El Teatro Gayarre programa para hoy, sábado y domingo, a las 20 horas, Concha. Yo lo que quiero es bailar, dirección de José María Pou para Concha Velasco. (Entradas a 26, 20 y 8 euros). Diario de Noticias la entrevista hoy. Resumo lo que dice la actriz:

“El público me ha tratado muy bien quizá porque soy muy sincera tanto en lo profesional como en lo privado, lo cuento todo y sé dónde estoy en cada momento. Por ejemplo, hay muchos que critican a los jóvenes actores y yo siempre digo que si haces eso es porque eres un viejo fracasado y rencoroso. Y yo no soy ninguna de esas cosas. Soy mayor y solo soy rencorosa con la gente que me hace daño; por lo demás, soy muy agradecida con la vida y con mis compañeros. No encontrarás en mí una vieja resentida y fracasada”.
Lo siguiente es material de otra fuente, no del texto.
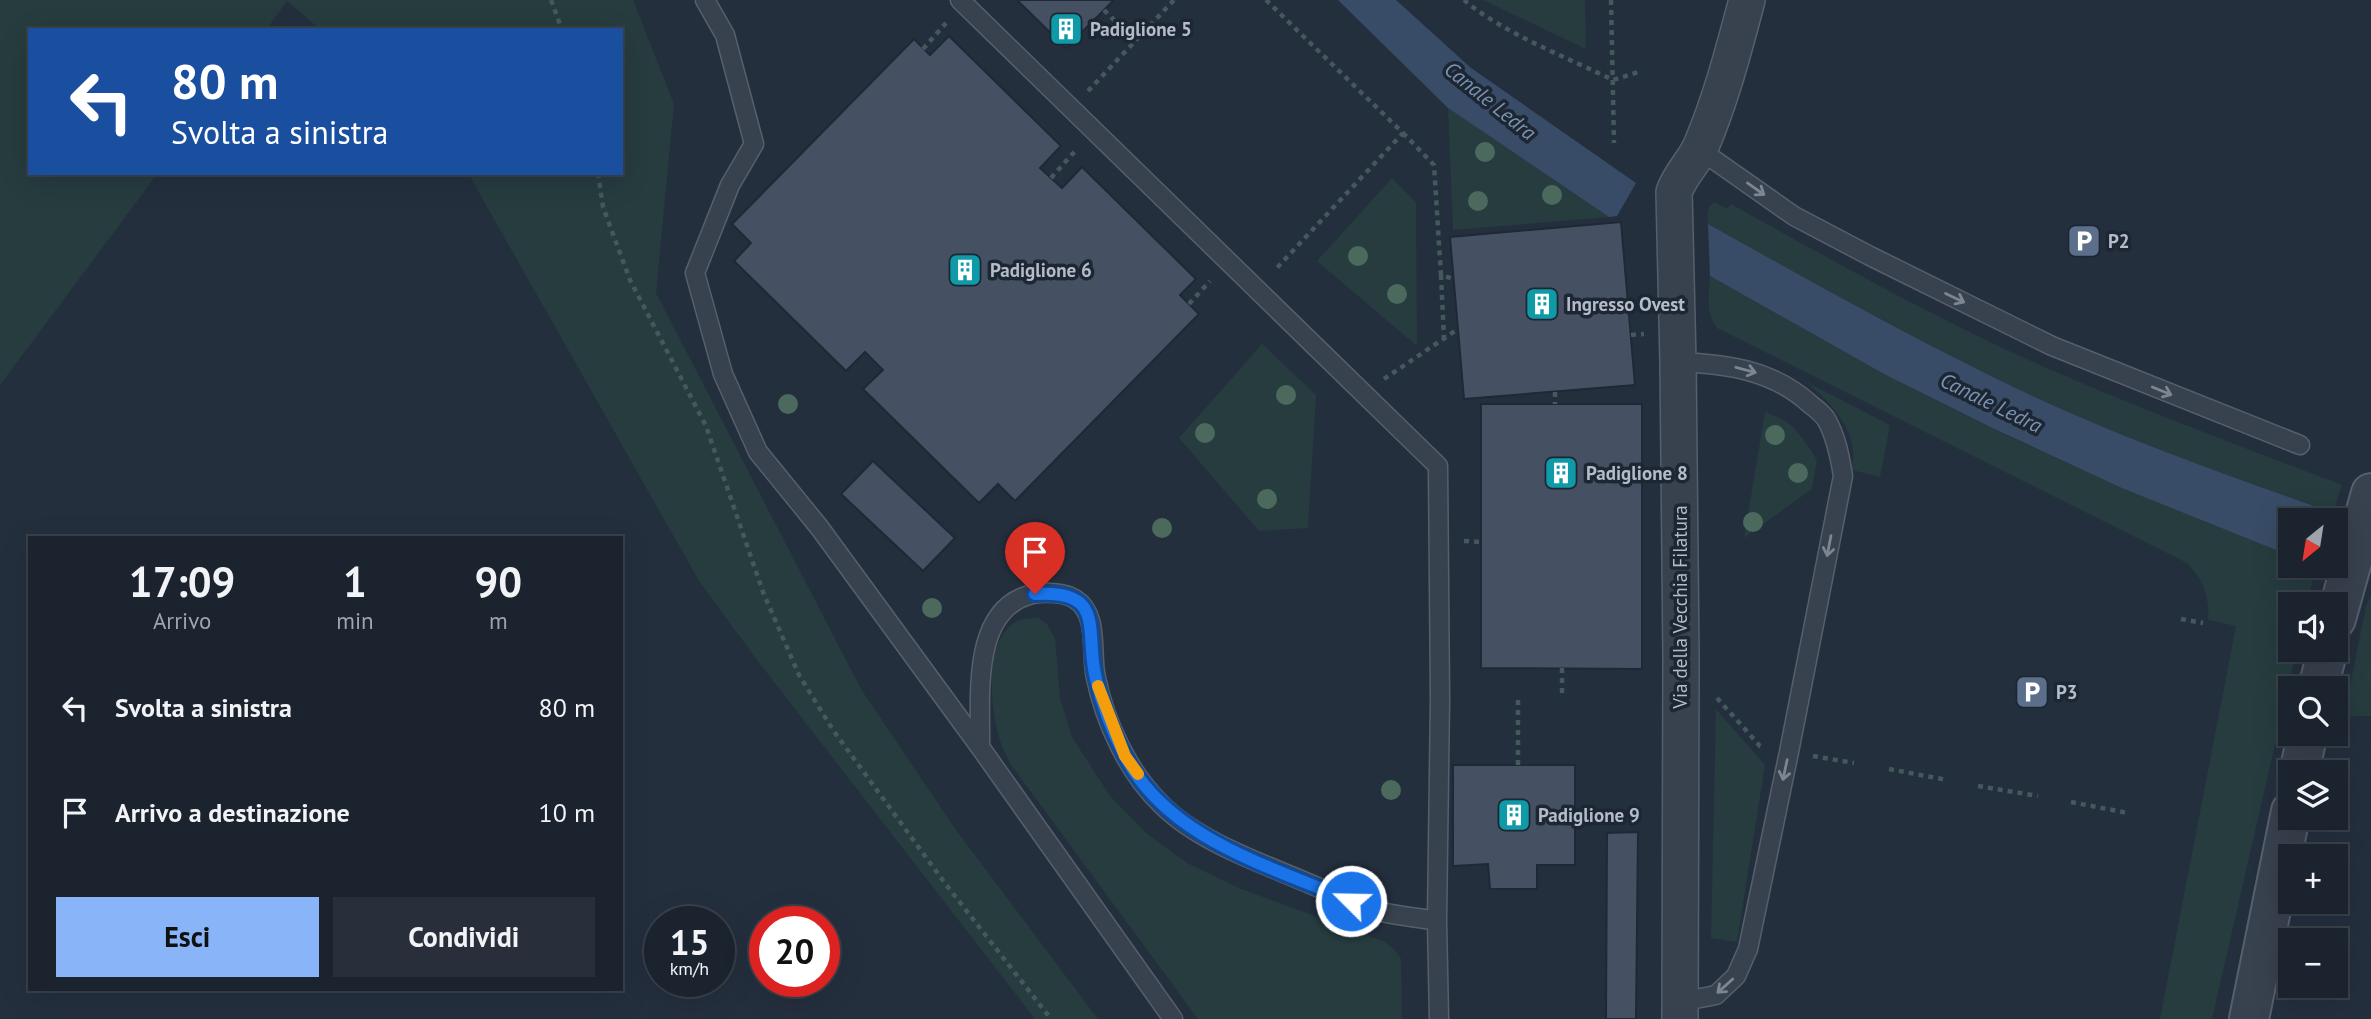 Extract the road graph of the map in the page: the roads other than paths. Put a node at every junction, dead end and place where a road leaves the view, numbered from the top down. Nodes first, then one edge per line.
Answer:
1 (705, 0) edge
2 (1747, 0) edge
3 (962, 2) edge
4 (1700, 150) junction
5 (1678, 362) junction
6 (2300, 445) dead end
7 (2367, 509) edge
8 (2344, 592) edge
9 (980, 747) junction
10 (2287, 830) edge
11 (1437, 921) junction
12 (1680, 1011) edge
13 (1173, 1019) edge
14 (1439, 1019) edge
15 (2249, 1019) edge

1 - 9 lane
2 - 4 street, Via della Vecchia Filatura
3 - 11 lane
4 - 5 street, Via della Vecchia Filatura
4 -> 6 lane
5 - 12 street, Via della Vecchia Filatura
5 -> 12 lane
7 - 8 street
9 - 11 lane
9 - 13 lane
10 - 15 street
11 - 14 lane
“En 2009 estuve en el Gayarre con La vida por delante. Quizá este nuevo espectáculo debería llamarse La vida por detrás. Ahora cuento mi vida desde que nací, en broma y a través de las canciones. En el espectáculo, claro, hay un homenaje a Mamá, quiero ser artista, el tema de Augusto Algueró y Carlos Toro. Pero también ha habido que cortar mucho, porque se nos ponía en tres horas. Me ha dado pena, pero, ahí, José María Pou no tiene piedad”.

“Desde que canté Las chicas de la Cruz Roja hasta que murió, Algueró se pasó la vida componiendo canciones para mí. Componía para muchos, pero para mí la que más porque éramos amigos desde los años del conservatorio de la calle San Bernardo de Madrid, donde yo estudiaba ballet y él, solfeo”.
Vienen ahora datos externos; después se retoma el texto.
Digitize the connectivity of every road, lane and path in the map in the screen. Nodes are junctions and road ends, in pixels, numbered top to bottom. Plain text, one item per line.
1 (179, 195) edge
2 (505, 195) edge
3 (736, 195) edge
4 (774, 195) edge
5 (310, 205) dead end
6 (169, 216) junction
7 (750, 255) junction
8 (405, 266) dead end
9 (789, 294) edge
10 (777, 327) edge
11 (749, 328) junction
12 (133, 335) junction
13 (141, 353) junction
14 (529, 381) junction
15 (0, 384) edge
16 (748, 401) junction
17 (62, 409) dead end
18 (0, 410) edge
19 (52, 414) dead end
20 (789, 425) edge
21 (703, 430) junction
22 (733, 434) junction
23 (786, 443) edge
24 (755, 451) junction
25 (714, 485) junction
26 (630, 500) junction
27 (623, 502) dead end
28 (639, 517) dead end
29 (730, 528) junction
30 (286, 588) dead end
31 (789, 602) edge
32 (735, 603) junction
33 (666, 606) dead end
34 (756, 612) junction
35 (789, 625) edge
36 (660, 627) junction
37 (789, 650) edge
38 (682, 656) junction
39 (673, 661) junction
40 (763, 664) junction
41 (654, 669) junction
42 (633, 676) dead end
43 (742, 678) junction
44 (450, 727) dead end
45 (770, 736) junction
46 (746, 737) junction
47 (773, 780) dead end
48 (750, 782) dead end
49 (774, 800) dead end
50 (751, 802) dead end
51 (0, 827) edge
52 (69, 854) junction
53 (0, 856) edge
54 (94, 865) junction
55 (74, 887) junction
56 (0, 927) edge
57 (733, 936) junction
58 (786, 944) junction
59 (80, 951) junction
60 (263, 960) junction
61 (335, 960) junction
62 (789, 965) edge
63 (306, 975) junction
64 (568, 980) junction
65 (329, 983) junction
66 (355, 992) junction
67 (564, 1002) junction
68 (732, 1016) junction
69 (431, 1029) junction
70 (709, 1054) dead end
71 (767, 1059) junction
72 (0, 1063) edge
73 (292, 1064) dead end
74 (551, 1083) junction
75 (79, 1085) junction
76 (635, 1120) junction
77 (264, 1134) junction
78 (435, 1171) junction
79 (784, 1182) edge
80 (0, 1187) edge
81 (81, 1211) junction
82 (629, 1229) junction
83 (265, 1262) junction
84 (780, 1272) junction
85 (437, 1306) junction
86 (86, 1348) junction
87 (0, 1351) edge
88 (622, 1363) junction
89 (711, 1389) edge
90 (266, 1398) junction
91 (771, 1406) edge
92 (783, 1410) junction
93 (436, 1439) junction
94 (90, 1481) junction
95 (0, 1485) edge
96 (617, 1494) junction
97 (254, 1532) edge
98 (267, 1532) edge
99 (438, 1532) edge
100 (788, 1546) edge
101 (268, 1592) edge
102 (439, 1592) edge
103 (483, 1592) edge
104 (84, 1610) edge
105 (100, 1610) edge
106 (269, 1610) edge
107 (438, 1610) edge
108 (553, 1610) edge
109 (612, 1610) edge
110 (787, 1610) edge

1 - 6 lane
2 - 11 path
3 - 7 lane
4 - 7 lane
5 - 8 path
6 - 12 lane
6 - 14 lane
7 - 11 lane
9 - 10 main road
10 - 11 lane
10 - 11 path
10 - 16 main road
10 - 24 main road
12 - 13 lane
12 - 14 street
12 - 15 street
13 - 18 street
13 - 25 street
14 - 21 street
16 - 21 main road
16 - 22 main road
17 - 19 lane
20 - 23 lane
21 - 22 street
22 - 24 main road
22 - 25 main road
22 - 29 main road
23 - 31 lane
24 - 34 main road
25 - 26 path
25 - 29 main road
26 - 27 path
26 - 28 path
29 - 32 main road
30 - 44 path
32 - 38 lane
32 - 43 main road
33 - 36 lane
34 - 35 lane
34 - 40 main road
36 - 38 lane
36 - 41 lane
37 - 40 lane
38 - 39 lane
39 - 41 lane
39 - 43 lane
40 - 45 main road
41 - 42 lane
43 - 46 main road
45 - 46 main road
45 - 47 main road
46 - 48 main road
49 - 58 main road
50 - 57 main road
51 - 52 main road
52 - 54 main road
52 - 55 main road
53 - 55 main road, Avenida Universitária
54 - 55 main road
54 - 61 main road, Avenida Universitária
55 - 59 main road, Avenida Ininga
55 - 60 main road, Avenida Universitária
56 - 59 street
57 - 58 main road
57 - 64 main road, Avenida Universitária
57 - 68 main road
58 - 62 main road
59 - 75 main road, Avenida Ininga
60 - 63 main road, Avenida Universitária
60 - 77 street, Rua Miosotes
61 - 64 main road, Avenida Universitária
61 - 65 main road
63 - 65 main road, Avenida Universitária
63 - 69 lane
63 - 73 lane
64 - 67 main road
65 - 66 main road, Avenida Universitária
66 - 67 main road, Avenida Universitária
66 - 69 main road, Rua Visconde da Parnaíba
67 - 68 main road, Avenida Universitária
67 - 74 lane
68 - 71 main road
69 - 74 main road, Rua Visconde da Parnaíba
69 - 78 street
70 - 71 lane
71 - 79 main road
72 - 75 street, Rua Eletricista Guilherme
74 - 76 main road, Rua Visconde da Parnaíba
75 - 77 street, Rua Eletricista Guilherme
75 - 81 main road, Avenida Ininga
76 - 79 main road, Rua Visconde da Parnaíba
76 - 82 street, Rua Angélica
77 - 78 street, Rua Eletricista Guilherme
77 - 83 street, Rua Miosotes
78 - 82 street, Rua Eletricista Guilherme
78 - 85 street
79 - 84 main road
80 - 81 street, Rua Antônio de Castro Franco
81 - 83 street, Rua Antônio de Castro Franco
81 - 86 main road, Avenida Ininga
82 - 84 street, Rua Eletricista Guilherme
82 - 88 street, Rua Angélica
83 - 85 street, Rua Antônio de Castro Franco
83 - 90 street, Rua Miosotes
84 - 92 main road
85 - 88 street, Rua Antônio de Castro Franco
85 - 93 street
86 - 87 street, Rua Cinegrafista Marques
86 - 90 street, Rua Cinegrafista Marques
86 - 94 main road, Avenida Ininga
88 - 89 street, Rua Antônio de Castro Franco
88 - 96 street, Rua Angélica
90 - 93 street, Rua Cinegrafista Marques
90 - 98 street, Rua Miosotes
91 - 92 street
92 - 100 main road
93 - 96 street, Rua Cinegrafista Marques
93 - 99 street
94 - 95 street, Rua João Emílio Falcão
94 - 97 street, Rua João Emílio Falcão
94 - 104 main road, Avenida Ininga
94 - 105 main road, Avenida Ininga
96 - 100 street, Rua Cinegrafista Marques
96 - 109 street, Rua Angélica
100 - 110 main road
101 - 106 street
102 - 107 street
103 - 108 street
“En la obra también aparecen éxitos de otros autores, como Juan Cánovas, con Carmen, Carmen y La truhana. Además, hay dos números de musical americano: Nothing, de A Chorus Line, y I’m still Here, el tema que cantan todas las actrices mayores de Follies, de Sondheim. Hay de todo.

“Este espectáculo es un regalo de José María Pou y Focus porque con La vida por delante tuvimos mucho éxito. Le comenté a José María Pou que solo me apetecería hacer un espectáculo como éste y da la causalidad de que otras actrices también están haciendo algo parecido por el mundo, como Shirley MacLaine o Debbie Reynolds”.

“Siempre me he refugiado en mis personajes, pero en este espectáculo hago de mí misma. Y cuando la voz en off de Salvador Vidal dice aquello de ‘¡señoras y señores, con ustedes, Concha Velasco!’, yo me muero cada noche. ¡Porque soy yo! No salgo disfrazada de nada, sólo llevo unas medias negras, una camisa blanca y unos zapatos rojos, y ya está”.

“Es un balance más vital que profesional. Me río mucho de mí misma. Yo considero que he tenido un fracaso personal como mujer, pero aquí no se nombra a nadie”.

“He tenido que adelgazar para estar mona, aunque enseño poco. En eso me he puesto muy pesada, porque las señoras mayores como yo que estamos estupendas tenemos que enseñar poquito. Yo ya lo he enseñado todo en la vida, en el teatro y en el cine”.

“Soy la actriz menos encasillada que conozco. He pasado del drama a la comedia, del musical a la tragedia constantemente. Y en esta función se ve”.

“Siempre he tenido una deuda enorme con Pamplona por aquello de que, en Sanfermines, se canta La chica yeyé en el segundo toro. Tengo una deuda de agradecimiento y esta vez, como hago de mí misma, cuando pueda y con permiso de José María Pou, le dedicaré el espectáculo a Pamplona”.